▶ **Task details**: The word "CHANDRA" occurs in some lines of the data. Return each such line.

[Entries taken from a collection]
──────────

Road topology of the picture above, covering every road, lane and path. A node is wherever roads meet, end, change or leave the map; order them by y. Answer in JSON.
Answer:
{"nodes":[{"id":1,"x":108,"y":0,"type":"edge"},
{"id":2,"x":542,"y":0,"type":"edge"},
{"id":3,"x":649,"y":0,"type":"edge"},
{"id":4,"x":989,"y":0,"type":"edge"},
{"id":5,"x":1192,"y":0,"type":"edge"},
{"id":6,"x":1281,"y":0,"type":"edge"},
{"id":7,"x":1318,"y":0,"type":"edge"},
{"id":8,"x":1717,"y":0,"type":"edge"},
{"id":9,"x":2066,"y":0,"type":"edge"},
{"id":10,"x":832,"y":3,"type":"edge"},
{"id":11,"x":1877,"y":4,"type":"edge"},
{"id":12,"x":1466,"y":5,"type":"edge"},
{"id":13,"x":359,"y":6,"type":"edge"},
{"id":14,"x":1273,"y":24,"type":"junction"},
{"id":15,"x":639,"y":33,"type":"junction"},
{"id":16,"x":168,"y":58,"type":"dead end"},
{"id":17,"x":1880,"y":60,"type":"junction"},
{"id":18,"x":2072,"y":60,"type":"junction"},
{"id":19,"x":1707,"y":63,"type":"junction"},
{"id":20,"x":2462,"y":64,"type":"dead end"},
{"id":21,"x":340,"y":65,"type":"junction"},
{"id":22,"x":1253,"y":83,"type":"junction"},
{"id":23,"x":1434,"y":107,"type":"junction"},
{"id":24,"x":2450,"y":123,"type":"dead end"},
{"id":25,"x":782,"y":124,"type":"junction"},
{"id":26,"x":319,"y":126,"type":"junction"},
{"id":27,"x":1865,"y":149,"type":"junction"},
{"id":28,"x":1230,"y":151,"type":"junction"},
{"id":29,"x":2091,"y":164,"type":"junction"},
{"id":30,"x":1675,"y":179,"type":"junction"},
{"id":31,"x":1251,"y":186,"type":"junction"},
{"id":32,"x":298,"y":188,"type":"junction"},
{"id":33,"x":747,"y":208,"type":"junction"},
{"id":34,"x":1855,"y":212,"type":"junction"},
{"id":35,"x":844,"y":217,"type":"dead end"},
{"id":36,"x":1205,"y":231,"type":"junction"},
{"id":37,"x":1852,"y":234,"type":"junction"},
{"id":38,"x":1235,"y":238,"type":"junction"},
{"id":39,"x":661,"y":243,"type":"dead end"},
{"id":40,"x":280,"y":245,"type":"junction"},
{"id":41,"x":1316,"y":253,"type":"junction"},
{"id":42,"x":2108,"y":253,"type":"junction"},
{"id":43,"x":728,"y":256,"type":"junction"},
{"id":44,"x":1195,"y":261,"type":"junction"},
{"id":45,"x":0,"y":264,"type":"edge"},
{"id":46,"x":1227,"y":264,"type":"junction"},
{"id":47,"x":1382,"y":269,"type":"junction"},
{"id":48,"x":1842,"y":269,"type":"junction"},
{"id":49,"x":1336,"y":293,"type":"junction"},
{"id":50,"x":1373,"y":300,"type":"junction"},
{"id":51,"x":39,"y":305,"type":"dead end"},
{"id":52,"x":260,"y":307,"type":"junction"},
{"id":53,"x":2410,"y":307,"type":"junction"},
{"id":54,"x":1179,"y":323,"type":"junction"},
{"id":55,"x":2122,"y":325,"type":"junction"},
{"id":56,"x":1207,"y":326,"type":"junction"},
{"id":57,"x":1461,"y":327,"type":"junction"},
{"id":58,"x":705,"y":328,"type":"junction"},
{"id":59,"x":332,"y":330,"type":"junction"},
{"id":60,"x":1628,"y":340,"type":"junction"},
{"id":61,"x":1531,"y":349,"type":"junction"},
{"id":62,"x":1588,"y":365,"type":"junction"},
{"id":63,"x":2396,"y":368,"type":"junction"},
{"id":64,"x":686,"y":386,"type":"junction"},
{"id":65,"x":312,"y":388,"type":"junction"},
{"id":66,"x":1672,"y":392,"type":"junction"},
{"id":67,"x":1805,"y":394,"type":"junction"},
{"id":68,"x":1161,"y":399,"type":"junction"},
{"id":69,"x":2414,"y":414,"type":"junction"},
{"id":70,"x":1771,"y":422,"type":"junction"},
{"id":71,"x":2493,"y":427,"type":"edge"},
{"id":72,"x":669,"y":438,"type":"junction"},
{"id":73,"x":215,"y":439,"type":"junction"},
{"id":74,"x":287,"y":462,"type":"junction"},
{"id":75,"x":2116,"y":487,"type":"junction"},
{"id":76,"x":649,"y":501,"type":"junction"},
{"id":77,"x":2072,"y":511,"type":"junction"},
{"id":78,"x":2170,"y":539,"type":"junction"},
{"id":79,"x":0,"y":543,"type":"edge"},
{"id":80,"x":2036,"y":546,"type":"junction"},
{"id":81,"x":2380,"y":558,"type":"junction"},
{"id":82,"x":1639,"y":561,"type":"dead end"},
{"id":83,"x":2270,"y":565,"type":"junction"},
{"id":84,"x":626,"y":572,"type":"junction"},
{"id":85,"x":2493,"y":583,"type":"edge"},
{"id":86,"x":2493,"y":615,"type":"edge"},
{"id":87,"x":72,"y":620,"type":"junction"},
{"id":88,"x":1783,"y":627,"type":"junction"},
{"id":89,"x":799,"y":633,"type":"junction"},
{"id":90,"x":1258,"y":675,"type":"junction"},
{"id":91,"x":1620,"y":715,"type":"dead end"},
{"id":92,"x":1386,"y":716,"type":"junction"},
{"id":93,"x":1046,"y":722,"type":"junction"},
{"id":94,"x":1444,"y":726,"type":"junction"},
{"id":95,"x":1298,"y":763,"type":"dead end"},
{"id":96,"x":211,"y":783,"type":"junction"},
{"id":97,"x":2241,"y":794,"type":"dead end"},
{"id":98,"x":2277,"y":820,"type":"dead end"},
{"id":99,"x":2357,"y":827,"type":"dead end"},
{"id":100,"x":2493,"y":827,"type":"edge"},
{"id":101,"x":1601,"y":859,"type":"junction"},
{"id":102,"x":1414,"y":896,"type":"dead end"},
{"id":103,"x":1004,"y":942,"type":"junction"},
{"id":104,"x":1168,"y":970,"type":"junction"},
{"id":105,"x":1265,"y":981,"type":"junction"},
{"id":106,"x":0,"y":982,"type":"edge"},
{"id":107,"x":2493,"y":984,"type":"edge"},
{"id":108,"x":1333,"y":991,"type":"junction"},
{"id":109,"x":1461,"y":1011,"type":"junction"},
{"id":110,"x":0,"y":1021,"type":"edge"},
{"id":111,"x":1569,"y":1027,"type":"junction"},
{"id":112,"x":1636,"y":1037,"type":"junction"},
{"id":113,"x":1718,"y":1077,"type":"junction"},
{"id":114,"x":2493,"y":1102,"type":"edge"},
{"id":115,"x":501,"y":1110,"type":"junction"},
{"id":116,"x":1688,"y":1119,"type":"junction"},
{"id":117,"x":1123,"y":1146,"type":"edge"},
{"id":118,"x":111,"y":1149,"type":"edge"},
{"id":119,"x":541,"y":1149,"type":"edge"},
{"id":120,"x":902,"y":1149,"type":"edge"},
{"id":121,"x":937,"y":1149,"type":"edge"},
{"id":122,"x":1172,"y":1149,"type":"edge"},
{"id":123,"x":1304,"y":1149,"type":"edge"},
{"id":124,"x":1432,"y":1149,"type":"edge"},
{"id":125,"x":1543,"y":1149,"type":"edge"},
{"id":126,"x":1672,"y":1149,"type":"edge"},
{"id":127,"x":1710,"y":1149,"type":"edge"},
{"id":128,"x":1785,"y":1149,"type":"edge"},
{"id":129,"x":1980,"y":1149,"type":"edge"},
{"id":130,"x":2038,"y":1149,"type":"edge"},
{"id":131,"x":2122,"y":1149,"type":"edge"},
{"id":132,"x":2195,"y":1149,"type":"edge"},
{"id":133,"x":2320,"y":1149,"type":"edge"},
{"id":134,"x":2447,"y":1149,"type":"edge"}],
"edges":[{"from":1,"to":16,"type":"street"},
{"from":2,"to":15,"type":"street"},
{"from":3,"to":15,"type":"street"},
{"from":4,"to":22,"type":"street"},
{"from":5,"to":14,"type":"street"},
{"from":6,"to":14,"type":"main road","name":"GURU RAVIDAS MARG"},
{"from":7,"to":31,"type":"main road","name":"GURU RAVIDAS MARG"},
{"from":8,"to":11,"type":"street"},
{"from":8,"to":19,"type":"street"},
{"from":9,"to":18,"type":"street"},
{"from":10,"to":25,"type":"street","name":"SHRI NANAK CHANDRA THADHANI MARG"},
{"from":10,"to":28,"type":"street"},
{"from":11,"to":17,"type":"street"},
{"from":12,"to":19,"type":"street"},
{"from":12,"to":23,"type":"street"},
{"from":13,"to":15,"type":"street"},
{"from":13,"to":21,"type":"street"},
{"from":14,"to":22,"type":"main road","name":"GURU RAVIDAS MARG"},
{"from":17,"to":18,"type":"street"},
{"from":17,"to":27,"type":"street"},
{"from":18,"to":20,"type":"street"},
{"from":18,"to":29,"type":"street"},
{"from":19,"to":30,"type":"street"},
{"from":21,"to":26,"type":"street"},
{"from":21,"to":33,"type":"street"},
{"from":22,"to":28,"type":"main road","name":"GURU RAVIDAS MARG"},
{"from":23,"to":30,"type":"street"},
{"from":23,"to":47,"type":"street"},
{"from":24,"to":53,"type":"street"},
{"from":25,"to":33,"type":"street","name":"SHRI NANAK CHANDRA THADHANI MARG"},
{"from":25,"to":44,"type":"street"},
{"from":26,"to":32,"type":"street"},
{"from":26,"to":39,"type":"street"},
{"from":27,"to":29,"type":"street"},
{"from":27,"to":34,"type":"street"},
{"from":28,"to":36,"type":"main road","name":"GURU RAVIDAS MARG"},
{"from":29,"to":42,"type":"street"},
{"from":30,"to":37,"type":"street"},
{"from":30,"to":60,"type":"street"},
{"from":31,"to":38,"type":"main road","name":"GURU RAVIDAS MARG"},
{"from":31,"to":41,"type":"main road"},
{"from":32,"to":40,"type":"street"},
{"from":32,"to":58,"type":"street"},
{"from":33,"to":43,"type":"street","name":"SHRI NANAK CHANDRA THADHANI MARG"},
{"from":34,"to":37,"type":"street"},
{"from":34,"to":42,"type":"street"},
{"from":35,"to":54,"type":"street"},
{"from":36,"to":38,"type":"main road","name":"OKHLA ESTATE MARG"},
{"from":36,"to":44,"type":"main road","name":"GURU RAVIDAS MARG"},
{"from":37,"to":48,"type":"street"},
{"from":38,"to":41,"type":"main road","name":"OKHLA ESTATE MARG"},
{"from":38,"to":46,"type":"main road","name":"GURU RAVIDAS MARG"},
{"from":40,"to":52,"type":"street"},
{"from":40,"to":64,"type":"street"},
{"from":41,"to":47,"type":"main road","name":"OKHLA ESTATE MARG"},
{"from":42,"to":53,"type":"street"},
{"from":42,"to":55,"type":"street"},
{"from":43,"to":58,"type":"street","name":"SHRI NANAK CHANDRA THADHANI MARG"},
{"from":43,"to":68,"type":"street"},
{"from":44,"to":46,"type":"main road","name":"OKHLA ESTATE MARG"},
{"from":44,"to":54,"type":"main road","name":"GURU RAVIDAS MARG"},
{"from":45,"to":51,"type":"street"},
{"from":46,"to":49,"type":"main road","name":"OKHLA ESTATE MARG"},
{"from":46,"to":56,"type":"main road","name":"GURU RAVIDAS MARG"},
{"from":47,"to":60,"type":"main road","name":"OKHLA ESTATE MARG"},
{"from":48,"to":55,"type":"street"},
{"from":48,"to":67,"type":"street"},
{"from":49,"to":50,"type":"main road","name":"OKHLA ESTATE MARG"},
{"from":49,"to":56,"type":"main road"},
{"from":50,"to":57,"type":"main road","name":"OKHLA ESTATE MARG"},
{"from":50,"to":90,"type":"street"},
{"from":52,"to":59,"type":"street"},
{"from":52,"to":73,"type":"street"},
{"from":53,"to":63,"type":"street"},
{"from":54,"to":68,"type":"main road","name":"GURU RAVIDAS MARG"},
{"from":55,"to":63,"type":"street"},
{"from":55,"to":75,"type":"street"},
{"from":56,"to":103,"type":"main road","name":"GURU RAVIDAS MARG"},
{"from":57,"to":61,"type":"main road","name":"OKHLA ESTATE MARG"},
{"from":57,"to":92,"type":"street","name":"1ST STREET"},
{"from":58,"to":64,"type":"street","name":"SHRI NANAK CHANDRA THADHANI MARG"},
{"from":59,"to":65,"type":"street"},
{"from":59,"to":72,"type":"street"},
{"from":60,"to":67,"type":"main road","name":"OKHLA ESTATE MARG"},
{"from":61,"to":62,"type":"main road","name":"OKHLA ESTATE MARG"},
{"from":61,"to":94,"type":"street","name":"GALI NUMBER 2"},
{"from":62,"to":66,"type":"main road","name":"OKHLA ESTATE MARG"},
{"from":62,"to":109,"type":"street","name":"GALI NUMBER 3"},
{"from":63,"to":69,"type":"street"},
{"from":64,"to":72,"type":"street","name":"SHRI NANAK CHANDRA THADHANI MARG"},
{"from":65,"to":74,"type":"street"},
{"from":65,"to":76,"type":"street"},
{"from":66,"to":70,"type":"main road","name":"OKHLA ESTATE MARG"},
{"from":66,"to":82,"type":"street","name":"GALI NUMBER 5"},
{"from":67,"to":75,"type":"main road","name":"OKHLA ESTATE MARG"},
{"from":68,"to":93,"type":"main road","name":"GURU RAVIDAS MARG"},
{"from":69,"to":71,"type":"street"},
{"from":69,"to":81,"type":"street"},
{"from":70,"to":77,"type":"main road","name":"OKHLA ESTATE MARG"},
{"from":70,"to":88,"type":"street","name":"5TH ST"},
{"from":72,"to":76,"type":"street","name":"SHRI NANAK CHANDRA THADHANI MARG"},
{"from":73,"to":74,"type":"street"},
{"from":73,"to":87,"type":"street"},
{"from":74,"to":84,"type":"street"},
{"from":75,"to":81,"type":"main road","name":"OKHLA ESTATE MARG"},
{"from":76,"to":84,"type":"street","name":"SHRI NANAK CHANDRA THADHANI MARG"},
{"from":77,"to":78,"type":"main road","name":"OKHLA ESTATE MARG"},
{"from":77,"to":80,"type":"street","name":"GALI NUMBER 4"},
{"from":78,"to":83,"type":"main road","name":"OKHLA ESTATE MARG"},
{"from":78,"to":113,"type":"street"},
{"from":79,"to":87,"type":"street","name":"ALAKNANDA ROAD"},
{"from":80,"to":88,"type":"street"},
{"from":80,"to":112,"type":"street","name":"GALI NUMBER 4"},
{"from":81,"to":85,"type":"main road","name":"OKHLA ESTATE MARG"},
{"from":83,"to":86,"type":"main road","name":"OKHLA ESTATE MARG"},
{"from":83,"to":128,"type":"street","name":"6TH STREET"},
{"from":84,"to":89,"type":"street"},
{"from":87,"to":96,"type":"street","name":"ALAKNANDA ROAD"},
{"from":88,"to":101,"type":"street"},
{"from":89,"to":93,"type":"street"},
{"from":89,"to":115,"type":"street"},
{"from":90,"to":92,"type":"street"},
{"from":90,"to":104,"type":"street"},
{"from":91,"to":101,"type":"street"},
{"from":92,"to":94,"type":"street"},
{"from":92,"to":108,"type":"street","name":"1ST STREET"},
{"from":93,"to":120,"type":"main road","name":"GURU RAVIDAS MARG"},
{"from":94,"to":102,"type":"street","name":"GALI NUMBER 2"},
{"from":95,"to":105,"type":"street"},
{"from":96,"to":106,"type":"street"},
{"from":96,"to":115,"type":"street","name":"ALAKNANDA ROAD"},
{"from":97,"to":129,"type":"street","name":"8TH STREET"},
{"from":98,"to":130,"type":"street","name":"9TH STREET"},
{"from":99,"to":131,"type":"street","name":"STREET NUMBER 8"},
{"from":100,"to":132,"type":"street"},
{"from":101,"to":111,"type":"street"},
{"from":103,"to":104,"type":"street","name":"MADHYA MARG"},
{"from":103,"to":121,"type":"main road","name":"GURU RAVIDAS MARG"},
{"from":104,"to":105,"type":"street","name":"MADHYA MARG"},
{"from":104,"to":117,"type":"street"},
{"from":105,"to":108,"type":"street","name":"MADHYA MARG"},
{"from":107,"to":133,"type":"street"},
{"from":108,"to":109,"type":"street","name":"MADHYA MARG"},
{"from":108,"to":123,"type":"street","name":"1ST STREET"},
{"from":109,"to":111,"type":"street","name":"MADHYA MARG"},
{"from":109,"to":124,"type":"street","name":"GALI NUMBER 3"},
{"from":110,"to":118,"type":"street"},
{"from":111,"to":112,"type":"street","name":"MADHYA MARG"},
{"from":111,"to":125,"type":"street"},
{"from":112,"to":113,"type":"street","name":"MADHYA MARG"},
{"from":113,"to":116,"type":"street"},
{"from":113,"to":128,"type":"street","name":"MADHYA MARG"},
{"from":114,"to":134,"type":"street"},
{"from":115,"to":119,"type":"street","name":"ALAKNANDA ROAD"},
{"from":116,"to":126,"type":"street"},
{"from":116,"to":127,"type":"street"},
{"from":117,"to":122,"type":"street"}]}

──────────

▶ **Answer box**:
{"from":10,"to":25,"type":"street","name":"SHRI NANAK CHANDRA THADHANI MARG"},
{"from":25,"to":33,"type":"street","name":"SHRI NANAK CHANDRA THADHANI MARG"},
{"from":33,"to":43,"type":"street","name":"SHRI NANAK CHANDRA THADHANI MARG"},
{"from":43,"to":58,"type":"street","name":"SHRI NANAK CHANDRA THADHANI MARG"},
{"from":58,"to":64,"type":"street","name":"SHRI NANAK CHANDRA THADHANI MARG"},
{"from":64,"to":72,"type":"street","name":"SHRI NANAK CHANDRA THADHANI MARG"},
{"from":72,"to":76,"type":"street","name":"SHRI NANAK CHANDRA THADHANI MARG"},
{"from":76,"to":84,"type":"street","name":"SHRI NANAK CHANDRA THADHANI MARG"},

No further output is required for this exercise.